Write out the records in full, exactly as given, but without the images.
*** Opening Information shown ***
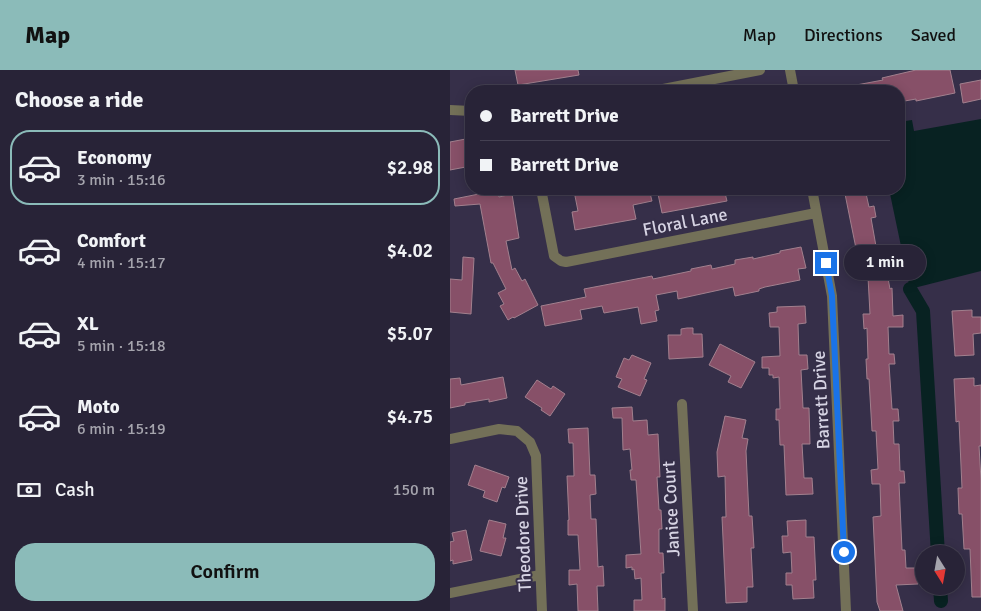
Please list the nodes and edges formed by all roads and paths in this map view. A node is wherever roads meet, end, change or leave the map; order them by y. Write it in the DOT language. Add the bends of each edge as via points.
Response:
graph roads {
  1 [pos="760,70"];
  2 [pos="790,70"];
  3 [pos="684,85"];
  4 [pos="793,85"];
  5 [pos="450,110"];
  6 [pos="465,111"];
  7 [pos="542,195"];
  8 [pos="813,195"];
  9 [pos="816,213"];
  10 [pos="682,404"];
  11 [pos="450,439"];
  12 [pos="540,575"];
  13 [pos="450,593"];
  14 [pos="542,611"];
  15 [pos="694,611"];
  16 [pos="846,611"];
  1 -- 3 [label="street"];
  2 -- 4 [label="street"];
  5 -- 6 [label="street"];
  7 -- 9 [label="street, Floral Lane" via="554,256 566,262"];
  8 -- 9 [label="street, Barrett Drive"];
  9 -- 16 [label="street, Barrett Drive" via="832,296"];
  10 -- 15 [label="street, Janice Court"];
  11 -- 12 [label="street, Theodore Drive" via="499,430 517,431 530,442 536,456"];
  12 -- 13 [label="street"];
  12 -- 14 [label="street, Theodore Drive"];
}
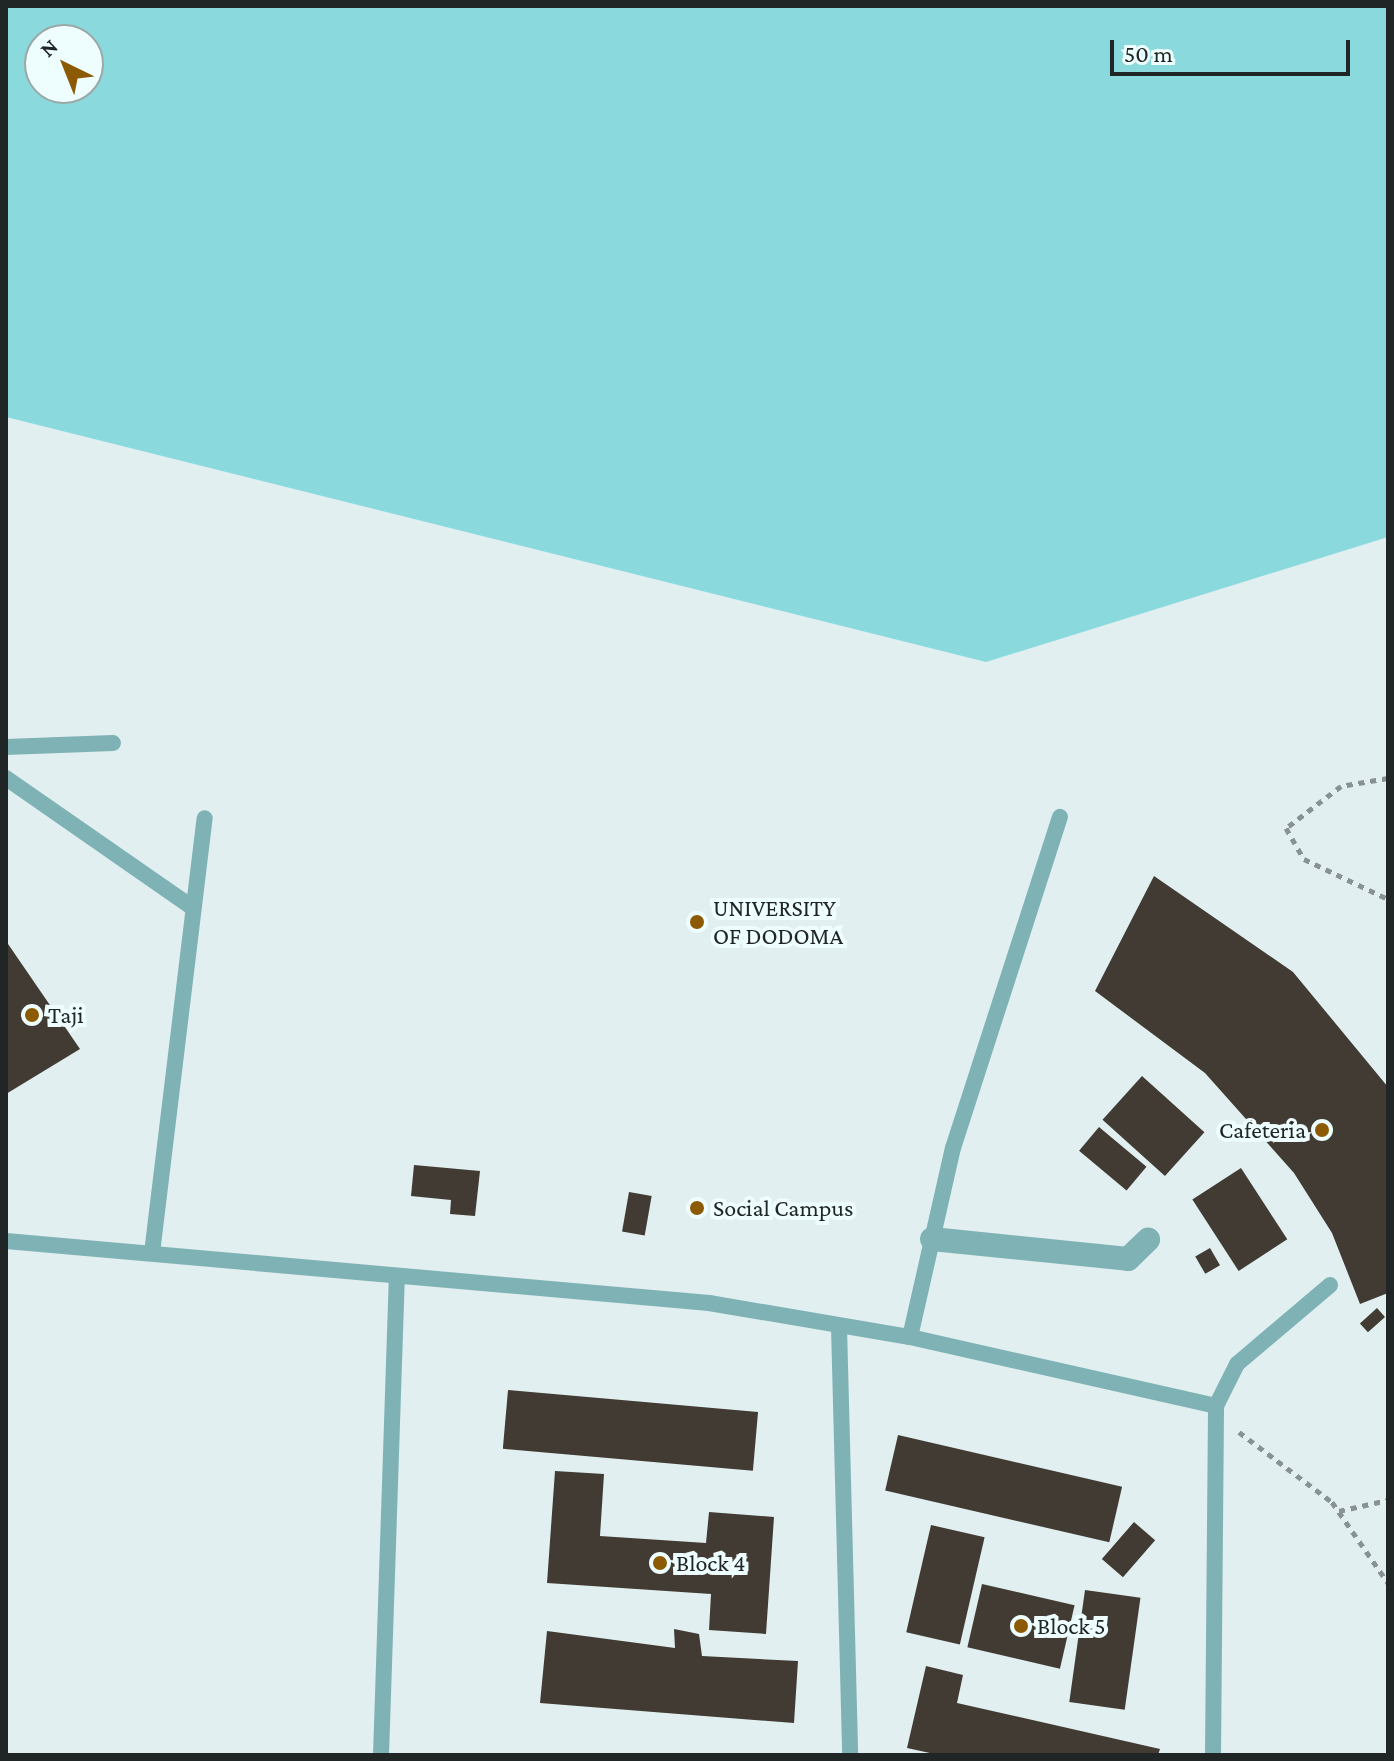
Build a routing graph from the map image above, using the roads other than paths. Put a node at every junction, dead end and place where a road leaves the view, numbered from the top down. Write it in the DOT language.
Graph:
graph roads {
  1 [pos="113,743"];
  2 [pos="6,747"];
  3 [pos="6,778"];
  4 [pos="1060,817"];
  5 [pos="205,818"];
  6 [pos="193,908"];
  7 [pos="932,1239"];
  8 [pos="1148,1240"];
  9 [pos="6,1241"];
  10 [pos="152,1253"];
  11 [pos="397,1279"];
  12 [pos="1330,1285"];
  13 [pos="839,1327"];
  14 [pos="910,1337"];
  15 [pos="1216,1410"];
  16 [pos="381,1755"];
  17 [pos="850,1755"];
  18 [pos="1213,1755"];
  1 -- 2 [label="lane"];
  3 -- 6 [label="lane"];
  4 -- 7 [label="lane"];
  5 -- 6 [label="lane"];
  6 -- 10 [label="lane"];
  7 -- 8 [label="street"];
  7 -- 14 [label="lane"];
  9 -- 10 [label="lane"];
  10 -- 11 [label="lane"];
  11 -- 13 [label="lane"];
  11 -- 16 [label="lane"];
  12 -- 15 [label="lane"];
  13 -- 14 [label="lane"];
  13 -- 17 [label="lane"];
  14 -- 15 [label="lane"];
  15 -- 18 [label="lane"];
}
*** Closing Information shown ***
# Exercise output
Please list the nodes and edges formed by all roads and paths in this map view. A node is wherever roads meet, end, change or leave the map; order them by y. Write it in the DOT language. Add the bends of each edge as via points.
Response:
graph roads {
  1 [pos="760,70"];
  2 [pos="790,70"];
  3 [pos="684,85"];
  4 [pos="793,85"];
  5 [pos="450,110"];
  6 [pos="465,111"];
  7 [pos="542,195"];
  8 [pos="813,195"];
  9 [pos="816,213"];
  10 [pos="682,404"];
  11 [pos="450,439"];
  12 [pos="540,575"];
  13 [pos="450,593"];
  14 [pos="542,611"];
  15 [pos="694,611"];
  16 [pos="846,611"];
  1 -- 3 [label="street"];
  2 -- 4 [label="street"];
  5 -- 6 [label="street"];
  7 -- 9 [label="street, Floral Lane" via="554,256 566,262"];
  8 -- 9 [label="street, Barrett Drive"];
  9 -- 16 [label="street, Barrett Drive" via="832,296"];
  10 -- 15 [label="street, Janice Court"];
  11 -- 12 [label="street, Theodore Drive" via="499,430 517,431 530,442 536,456"];
  12 -- 13 [label="street"];
  12 -- 14 [label="street, Theodore Drive"];
}
Build a routing graph from the map image above, using the roads other than paths. Put a node at every junction, dead end and place where a road leaves the view, numbered from the top down. Write it in the DOT language.
Graph:
graph roads {
  1 [pos="113,743"];
  2 [pos="6,747"];
  3 [pos="6,778"];
  4 [pos="1060,817"];
  5 [pos="205,818"];
  6 [pos="193,908"];
  7 [pos="932,1239"];
  8 [pos="1148,1240"];
  9 [pos="6,1241"];
  10 [pos="152,1253"];
  11 [pos="397,1279"];
  12 [pos="1330,1285"];
  13 [pos="839,1327"];
  14 [pos="910,1337"];
  15 [pos="1216,1410"];
  16 [pos="381,1755"];
  17 [pos="850,1755"];
  18 [pos="1213,1755"];
  1 -- 2 [label="lane"];
  3 -- 6 [label="lane"];
  4 -- 7 [label="lane"];
  5 -- 6 [label="lane"];
  6 -- 10 [label="lane"];
  7 -- 8 [label="street"];
  7 -- 14 [label="lane"];
  9 -- 10 [label="lane"];
  10 -- 11 [label="lane"];
  11 -- 13 [label="lane"];
  11 -- 16 [label="lane"];
  12 -- 15 [label="lane"];
  13 -- 14 [label="lane"];
  13 -- 17 [label="lane"];
  14 -- 15 [label="lane"];
  15 -- 18 [label="lane"];
}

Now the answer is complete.